The human factor and gear
In alpine terrain you will encounter many factors you cannot control. Good freeriders always stay alert and keep an eye on their surroundings for possible dangers. Do not stick stubbornly to your original plan, but stay flexible and open-minded. The beautiful thing about hiking is that it sometimes only takes a five minute hike to access awesome new slopes most off-piste skiers and snowboarders do not even touch.
1. Choosing your route
Keep in mind that you want to stay in avalanche dangerous terrain as short as possible. Do not be tempted to walk a straight line up. That is seldom the fastest route and often more dangerous. It is safer to hike on ridges or crests. These terrain features are often flatter with less snow (because the wind has already blown most of it away). Try to avoid large open slopes, especially when they are located below larger avalanche paths. Here the risk is simply greater. Also, the leeward side is riskier than the windward side.
The bootpack or track
Setting a ‘bootpack’ or a nice track using skins is more complicated than it looks. A nice track will lead you as quickly as possible through the terrain gaining as much vertical as possible with the least amount of effort. Of course following the route that is the least risky. The track heads smoothly through the terrain without too many sudden turns. This is not always possible, but it is what you strive for.
Below you can see three examples of a proper skin track and three less successful variations.
2. Point of no return
Sometimes the route you have chosen has a point of no return.
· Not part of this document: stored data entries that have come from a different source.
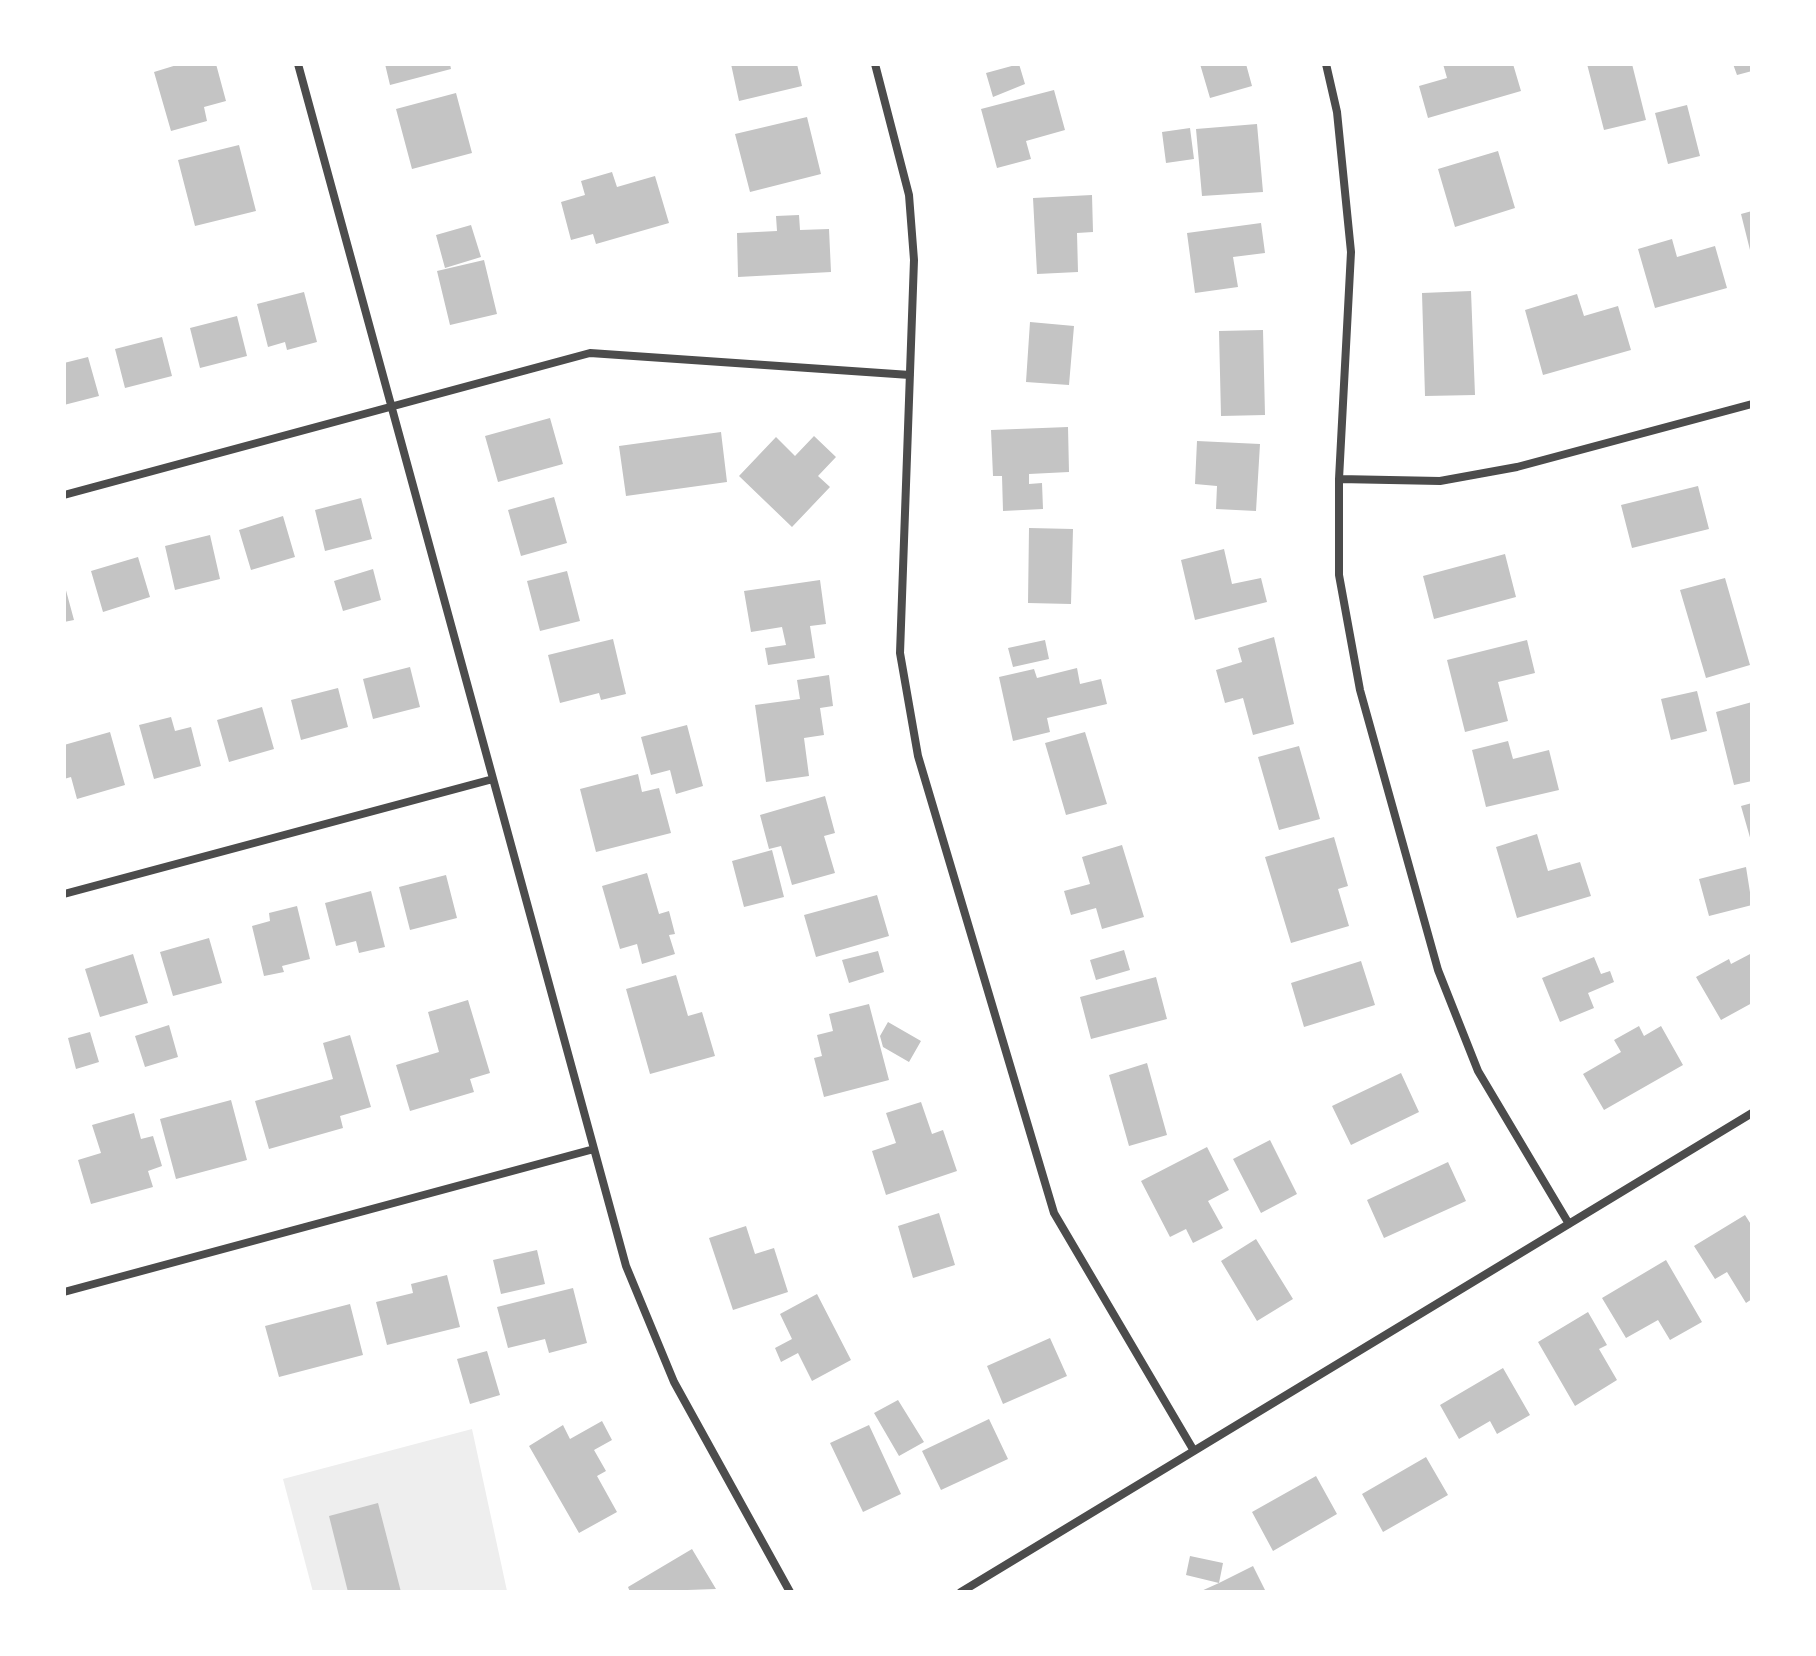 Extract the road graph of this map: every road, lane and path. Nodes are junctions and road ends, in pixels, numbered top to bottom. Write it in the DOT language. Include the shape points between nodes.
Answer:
graph roads {
  1 [pos="298,64"];
  2 [pos="875,64"];
  3 [pos="1326,64"];
  4 [pos="910,375"];
  5 [pos="1752,404"];
  6 [pos="391,407"];
  7 [pos="1339,479"];
  8 [pos="64,495"];
  9 [pos="493,779"];
  10 [pos="64,894"];
  11 [pos="1752,1113"];
  12 [pos="594,1149"];
  13 [pos="1569,1224"];
  14 [pos="64,1292"];
  15 [pos="1194,1451"];
  16 [pos="790,1592"];
  17 [pos="961,1592"];
  1 -- 6 [label="street"];
  2 -- 4 [label="street" via="909,195 914,260"];
  3 -- 7 [label="street" via="1337,112 1351,252"];
  4 -- 6 [label="street" via="590,353"];
  4 -- 15 [label="street" via="900,653 918,756 1054,1213"];
  5 -- 7 [label="street" via="1517,467 1440,481"];
  6 -- 8 [label="street"];
  6 -- 9 [label="street"];
  7 -- 13 [label="street" via="1339,575 1360,690 1438,970 1478,1071"];
  9 -- 10 [label="street"];
  9 -- 12 [label="street"];
  11 -- 13 [label="street"];
  12 -- 14 [label="street"];
  12 -- 16 [label="street" via="626,1266 674,1382"];
  13 -- 15 [label="street"];
  15 -- 17 [label="street"];
}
Once this point is passed it is difficult to turn back and you will have no other choice than to finish what you have started—or if situation is very dangerous and rescue services are available, have them pick you up. Decide with your group beforehand where these points are located on your route. And as you pass this point discuss whether your observations match your expectations.
Keep enough distance when hiking. On flat slopes keep at least 20 meters distance, but more is even better when the terrain becomes steeper. Especially when your group needs to pass below avalanche dangerous slopes. Remember, you are in big trouble if there is an avalanche and everyone in your group is caught. Cross these dangerous passages one by one. Do not hesitate to turn back or find a new route if you feel you will be exposed to avalanche risky terrain for too long of a period.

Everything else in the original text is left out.